We propose a novel TreeSim method to measure the similarity of two characters, and propose a TreeSim-based weighting mechanism for ARB to further utilize the depth information in the hierarchical representation.

2 Related Work

2.1 Character-based Approaches

In Chinese text recognition, early works are often character-based. Some works are based on CNN model [9, 25, 29] to design improved or integrated methods. For example, MCDNN [9] integrates multiple models including CNN, which shows advantageous performance in handwritten characters recognition. ART-CNN [25] alternatively trains a relaxation CNN to regularize the neural network during the training procedure and achieves state-of-the-art accuracy. Later, DNN-HMM [10] sequentially models the text line and adopts DNN to model the posterior probability of all HMM states, which significantly outperforms the best over-segmentation-based approach [19]. The SOTA text recognition model, ABINet [11], recommends blocking the gradient flow between the vision and language models, and introduces an iterative correction approach for the language model. These strategies promote explicit language modeling and effectively mitigate the influence of noisy input. However, these methods did not put forward effective countermeasures against the difficult problems of Chinese text recognition like many complex characters, insufficient training samples, and so on, so the performance improvement of these models is greatly limited.

2.2 Chinese enhanced Character-based Approaches

Several methods attempt to design targeted optimization strategies according to the characteristics of Chinese text [26, 8, 23, 28, 22, 27]. Wu et al [26]. use MLCA recognition framework and new writing-style-aware image synthesis method to overcome large character sets and great insufficient training samples problems. In [8], the authors apply Maximum Entropy Regularization to regularize the training process to optimize the large amount of fine-grained Chinese characters and the great imbalance over class problems. Wang et al. [23] utilize the similarity of Chinese characters to reduce the total number of HMM states and model the tied states more accurately. These methods pay attention to the particularity of Chinese characters and give targeted optimization. However, they are still character-based, which makes it difficult to further explore the deep features of Chinese characters.

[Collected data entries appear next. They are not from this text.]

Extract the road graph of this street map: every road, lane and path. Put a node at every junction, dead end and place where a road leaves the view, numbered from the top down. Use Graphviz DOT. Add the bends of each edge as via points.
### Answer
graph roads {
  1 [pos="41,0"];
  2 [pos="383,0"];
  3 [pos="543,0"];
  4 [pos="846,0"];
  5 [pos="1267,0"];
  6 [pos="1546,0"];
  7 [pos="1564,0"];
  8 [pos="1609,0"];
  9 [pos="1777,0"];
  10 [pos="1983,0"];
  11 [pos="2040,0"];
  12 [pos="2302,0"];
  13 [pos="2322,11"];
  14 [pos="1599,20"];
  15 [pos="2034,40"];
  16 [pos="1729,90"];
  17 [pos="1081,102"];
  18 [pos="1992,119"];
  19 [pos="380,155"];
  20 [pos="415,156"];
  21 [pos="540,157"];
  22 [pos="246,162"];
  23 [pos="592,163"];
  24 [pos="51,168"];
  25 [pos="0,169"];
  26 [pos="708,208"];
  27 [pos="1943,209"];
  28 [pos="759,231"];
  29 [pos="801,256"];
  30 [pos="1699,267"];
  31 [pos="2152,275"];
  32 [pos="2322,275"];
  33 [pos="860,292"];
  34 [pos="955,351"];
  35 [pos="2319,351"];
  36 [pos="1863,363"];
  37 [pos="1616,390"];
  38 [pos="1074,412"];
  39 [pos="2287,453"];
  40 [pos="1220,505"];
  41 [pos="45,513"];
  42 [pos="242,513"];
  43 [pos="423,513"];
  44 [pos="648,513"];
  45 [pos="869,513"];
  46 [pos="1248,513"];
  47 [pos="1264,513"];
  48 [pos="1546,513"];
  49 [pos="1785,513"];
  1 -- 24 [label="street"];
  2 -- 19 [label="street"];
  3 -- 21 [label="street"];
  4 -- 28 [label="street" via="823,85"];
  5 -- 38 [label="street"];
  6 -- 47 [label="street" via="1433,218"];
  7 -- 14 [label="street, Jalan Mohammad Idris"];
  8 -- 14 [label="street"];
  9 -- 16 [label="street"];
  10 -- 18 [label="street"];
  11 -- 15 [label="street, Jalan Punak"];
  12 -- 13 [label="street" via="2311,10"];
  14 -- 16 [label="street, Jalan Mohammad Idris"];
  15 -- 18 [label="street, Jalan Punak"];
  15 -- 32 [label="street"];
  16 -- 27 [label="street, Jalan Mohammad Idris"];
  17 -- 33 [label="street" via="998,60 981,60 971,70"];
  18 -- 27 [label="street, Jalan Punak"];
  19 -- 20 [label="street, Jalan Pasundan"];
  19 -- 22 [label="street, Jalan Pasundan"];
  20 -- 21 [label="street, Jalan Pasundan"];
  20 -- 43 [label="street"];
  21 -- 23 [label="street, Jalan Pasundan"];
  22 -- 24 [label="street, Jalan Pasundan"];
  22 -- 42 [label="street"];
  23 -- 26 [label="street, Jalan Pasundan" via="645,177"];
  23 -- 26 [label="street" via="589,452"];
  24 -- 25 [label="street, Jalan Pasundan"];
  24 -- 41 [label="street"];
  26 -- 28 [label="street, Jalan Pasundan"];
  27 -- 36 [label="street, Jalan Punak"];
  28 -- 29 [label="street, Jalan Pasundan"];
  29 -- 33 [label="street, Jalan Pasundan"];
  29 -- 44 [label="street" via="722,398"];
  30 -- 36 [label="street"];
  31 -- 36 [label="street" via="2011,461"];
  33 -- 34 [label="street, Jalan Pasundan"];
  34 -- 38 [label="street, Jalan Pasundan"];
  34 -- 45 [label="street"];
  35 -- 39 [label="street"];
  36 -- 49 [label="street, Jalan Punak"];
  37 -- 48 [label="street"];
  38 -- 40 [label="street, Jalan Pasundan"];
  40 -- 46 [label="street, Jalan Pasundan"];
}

2.3 Radical-based Approaches

In recent years, radical-based approaches have shown outstanding advantages in Chinese recognition [31, 20, 2, 21, 24]. RAN [31] employs an attention mechanism to extract radicals from Chinese characters and to detect spatial structures among the radicals, which reduce the vocabulary size and can recognize unseen characters. FewShotRAN [20] maps each radical to a latent space and uses CAD to analyze the radical representation. HDE [2] designs an embedding vector for each character and learns both radicals and structures of characters via a semantic vector, which achieves superior performance in both traditional HCCR and zero-shot HCCR tasks. Inspired by these works, our method emphasizes the role of structural information of radical in visual perception and proposes to utilize the common local and structural traits between characters to optimize the recognition performance in complex and long-tailed characters.

3 Our Method

Refer to caption — Figure 1: The Structure-Aware Network (SAN). The orange square frame is the ARB-TreeSim and the blue square frame is the base network. The gradient flow of the ARB-TreeSim and the VM decoder influence the feature extractor together.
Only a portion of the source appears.